Australia had previously asked the Solomon Islands not to sign the agreement, and Australian Department of Foreign Affairs and Trade (DFAT) officials later used bilateral talks with China to express “serious concern” about the pact.

What else do we know?

In spite of the final details of the collateral agreement were not made public.
The draft leak included a proposal that “China may, in accordance with its needs and with the consent of the Solomon Islands, make ship visits, carry out logistics replenishment, and make stops and crossings in the Solomon Islands.”
It would also allow the deployment of armed Chinese police at the request of the Solomon Islands to maintain “public order”.

“Chinese Forces” will also be allowed to protect the “security of Chinese personnel” and “major projects in the Solomon Islands.”

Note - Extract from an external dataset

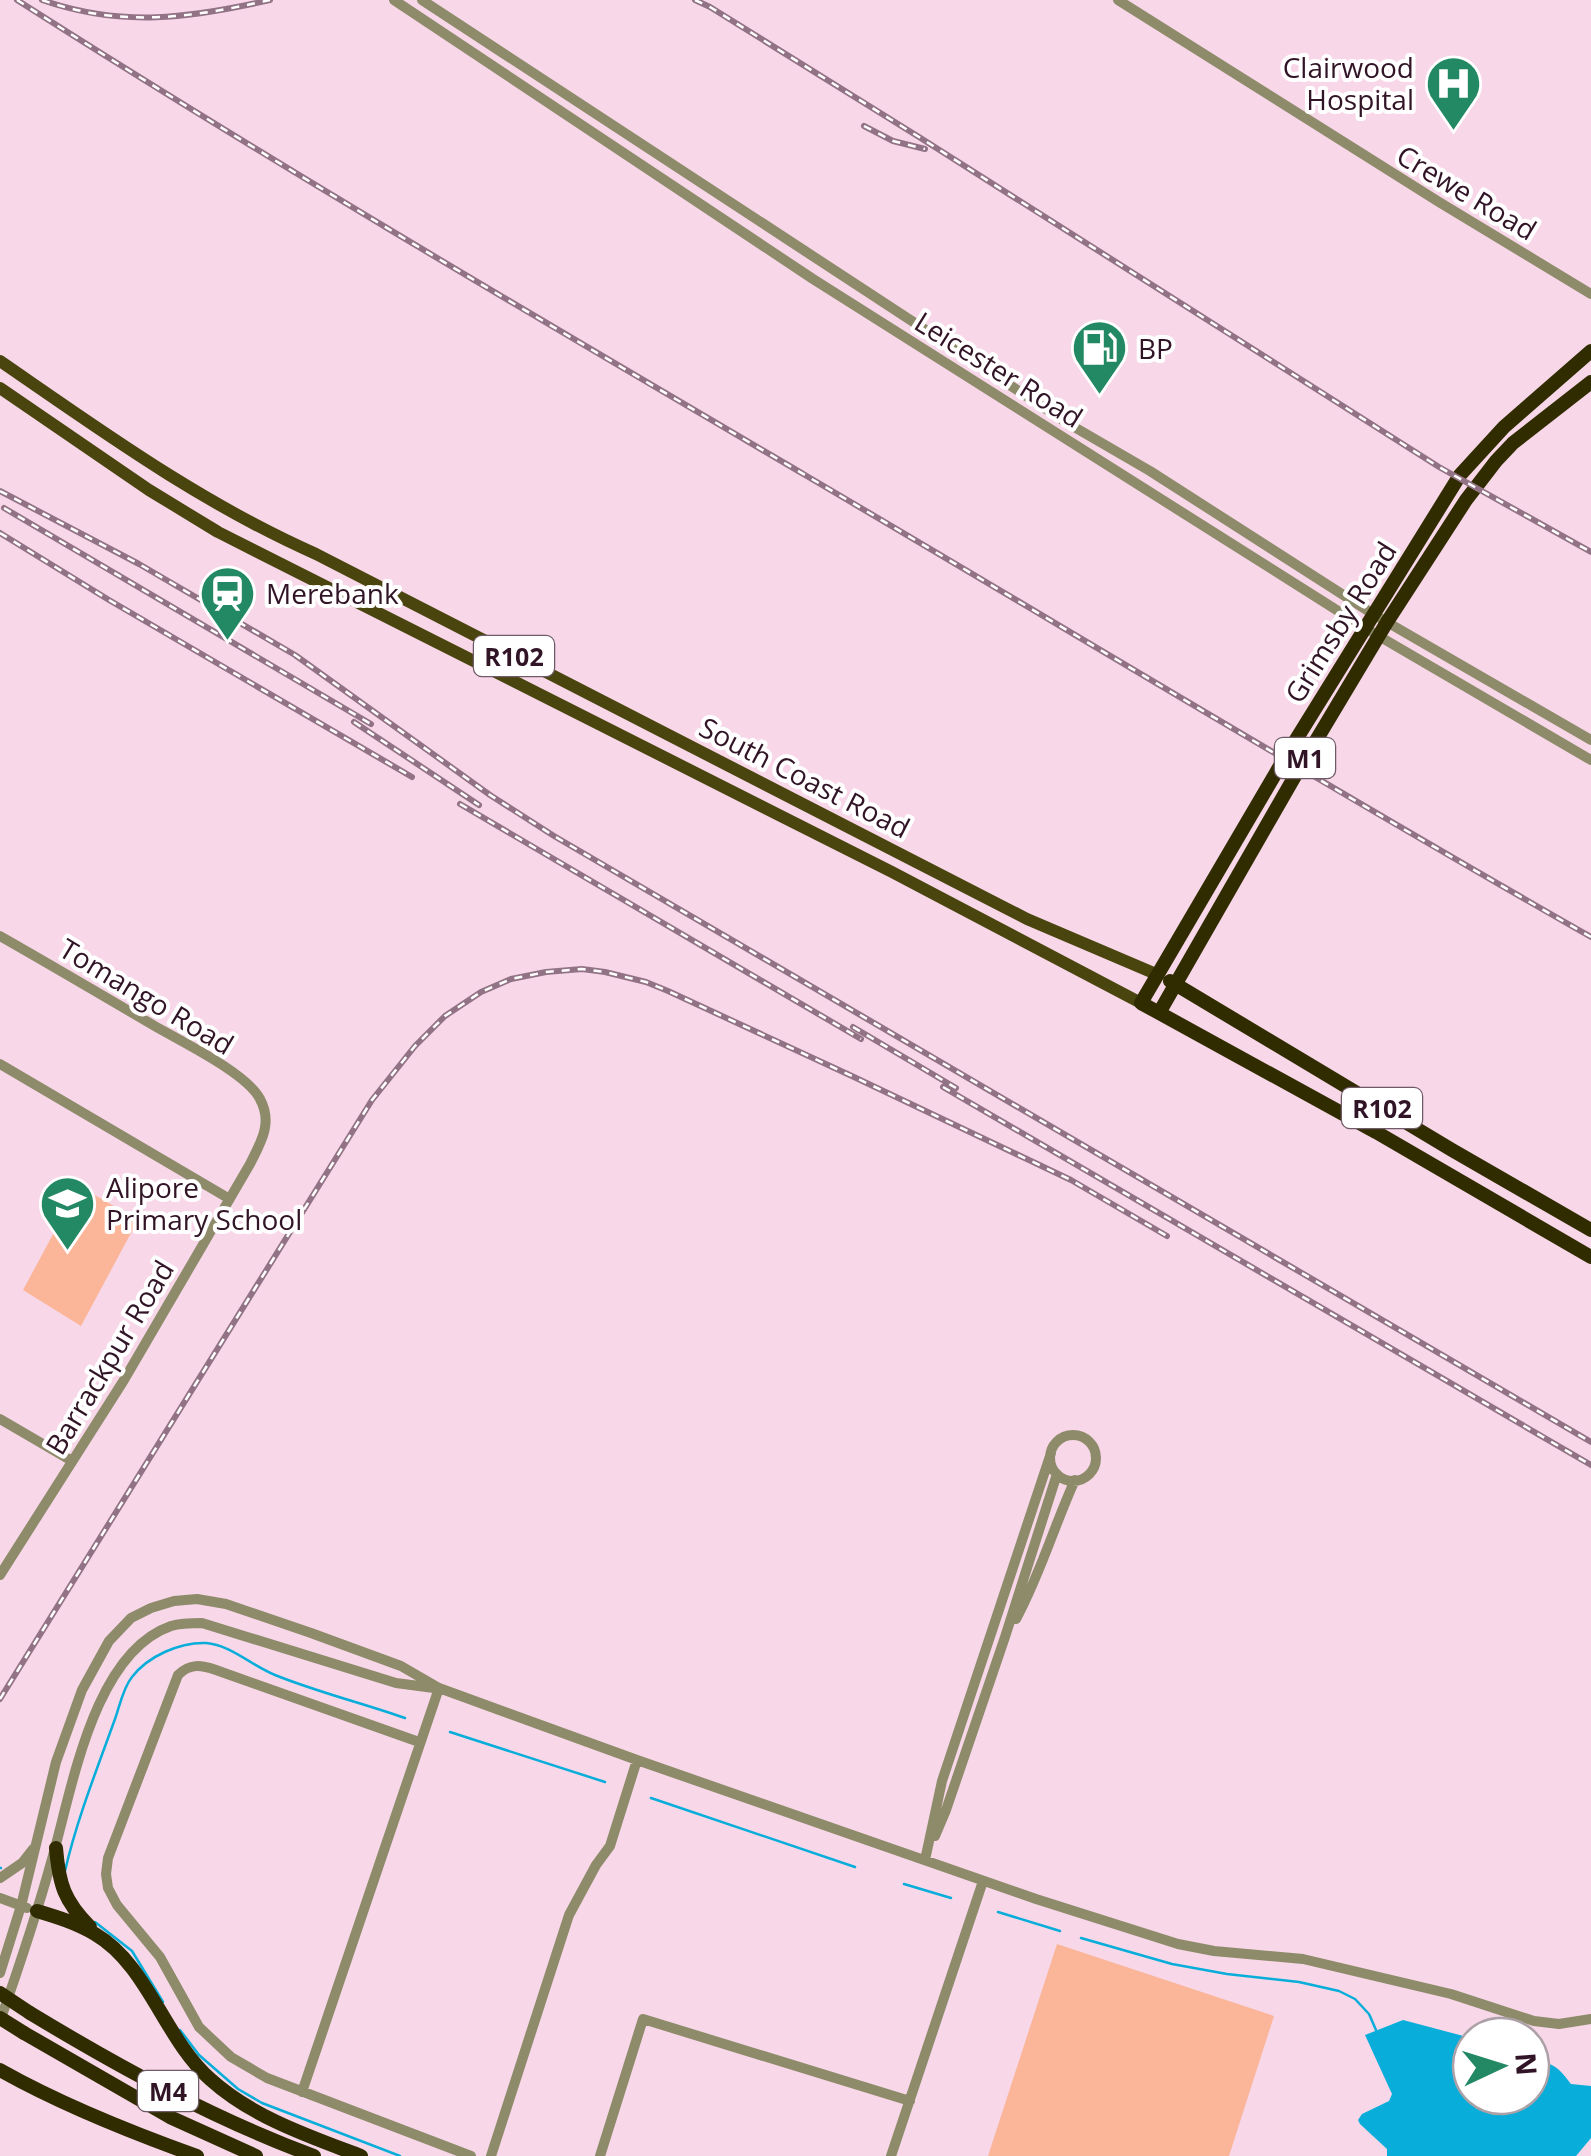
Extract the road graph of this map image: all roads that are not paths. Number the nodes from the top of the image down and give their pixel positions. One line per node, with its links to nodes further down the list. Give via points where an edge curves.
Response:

Without the written consent of the other party, neither will be allowed to publicly disclose mission information.
In the months leading up to the PIF leaders’ summit, China signed more than 40 bilateral agreements with Pacific nations.

He also sought a region-wide agreement with 10 countries covering law enforcement, security and data cooperation, which was later frozen after a consensus could not be reached.

What’s Happening at the Pacific Islands Forum?

Mr. Sogaware met with other Pacific island leaders at a forum in Suva, Fiji.
On Wednesday, he met with Mr. Albanese for the first time since the signing of the pact, when the two leaders embraced.

Mr. Albanese told Mr. Sogawara that Australia and the Solomon Islands could do more to develop a “relationship of trust and understanding” between the two countries.


He described the meeting as “very constructive”, stressing that “it would not be in Australia’s interest to have a military base so close to where Australia is”.
US Vice President Kamala Harris previously announced $600 million ($889 million) in Pacific Island funding, announcing that the US would appoint its first-ever envoy to the Pacific and launch its first national strategy. It will also open two new embassies in Kiribati and Tonga.
It was found that China sent two officials to watch the speech that Ms Harris gave via video link.

On Thursday, Pacific leaders will meet behind closed doors to discuss a range of issues, including China’s influence, climate change and COVID-19.